All physical maps are subject to a degree of distortion, especially considering that maps of the Earth are meant to represent a round, or more precisely, a shape of an oblate spheroid. The "projection" of this three dimensional object onto a two dimensional plane causes varying degrees of distortion depending on its layout. The map above uses a method of projection that causes a visible and unhelpful level of physical distortion. To see it, look at how warped the lines of latitude and longitude have become in order to graft the Earth onto this plane. This would mean that any scale in inches, that would represent a number of miles, would be inaccurate. Towards the equator, the latitude becomes stretched out even though each latitude-longitude "pane" represents the same overall area of the Earth. 

The most common world map uses what is termed a Mercator projection, which makes sure all parallels of latitude have the same length as the equator, allowing for more accurate measurement of distances on the map from north to south. However, it suffers from slight distortion of longitudinal meridians, meaning that it is still not "perfectly proportionally" representing the physical distance between any two east-west points.

Even maps that are perfectly physically accurate suffer from problems. In this case, while there is little reason to doubt that each dot represents a physical church or pub, the information layer is too broad and too "zoomed out" to be useful. Maps work best when they focus on a theme - which is why on maps with many political features, such as borders, capitals, and major cities, you rarely see geographical or topographical features such as elevation represented, or, if they are, they are represented without words and usually as colors. Maps also work best when the theme they are exploring is at the proper scale. A physical map of New York with every single Starbucks highlighted may also overload the user of the map too much to be useful. 

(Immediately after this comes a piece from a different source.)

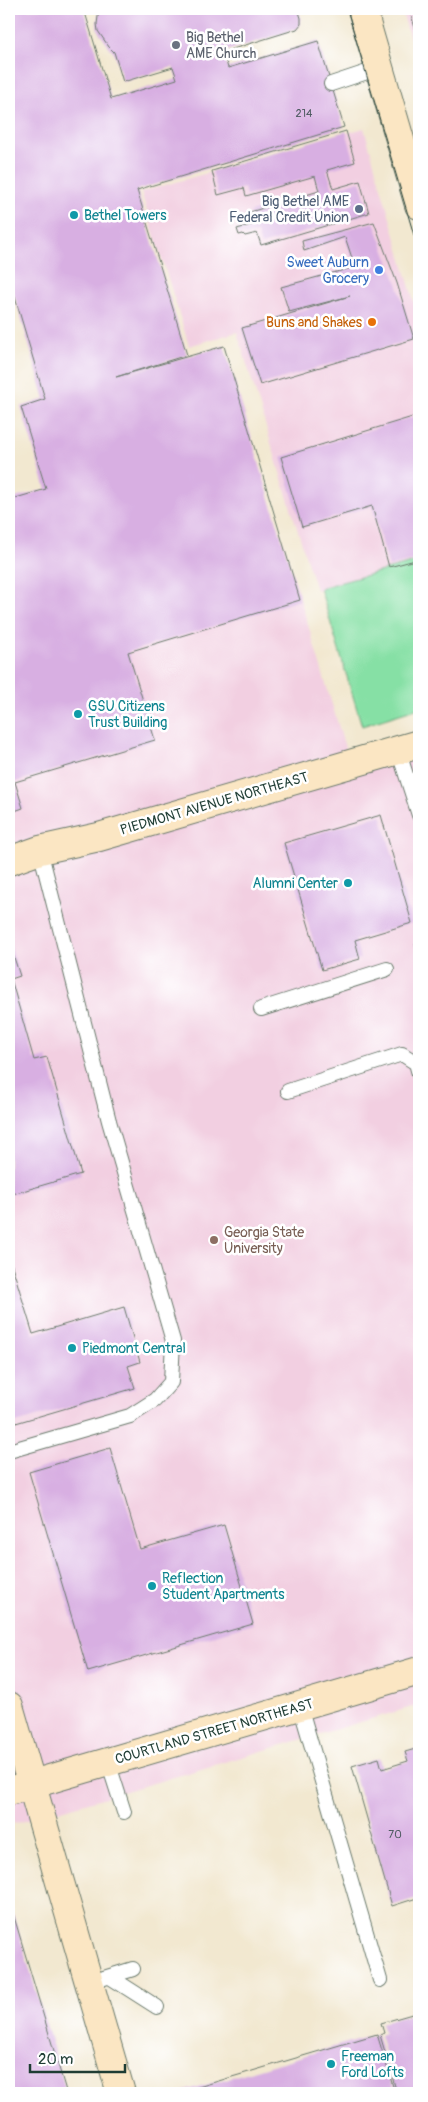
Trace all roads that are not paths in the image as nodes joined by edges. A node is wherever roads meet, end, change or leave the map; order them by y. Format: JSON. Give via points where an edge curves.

Interesting and Useful Examples

This map displays the most photographed places in the world. Projection of non-geographical data with a geographical vector onto a physical map is an interesting extension of physical mapping.
This map's sparse use of topographical features or political boundaries and labels is quite effective, as well as its method of highlighting missing data. 
This map is a great example of how visualizing data can probe further questions about the underlying data, and may even reveal worthy areas of study and inquiry. In this case, it could mean that there are simply far more very concentrated groups of late twenties women, and late twenties men are more spread out per square mile. Women may tend to choose to live in locations with a large concentration of women, avoiding areas with too many men. Regardless, this map exposes some interesting topics. 

Survey Plot

Popularized in the "Table Lens" project from Xerox PARC [Rao and Card, 1994], these resemble series of bar graphs that can be sorted independently.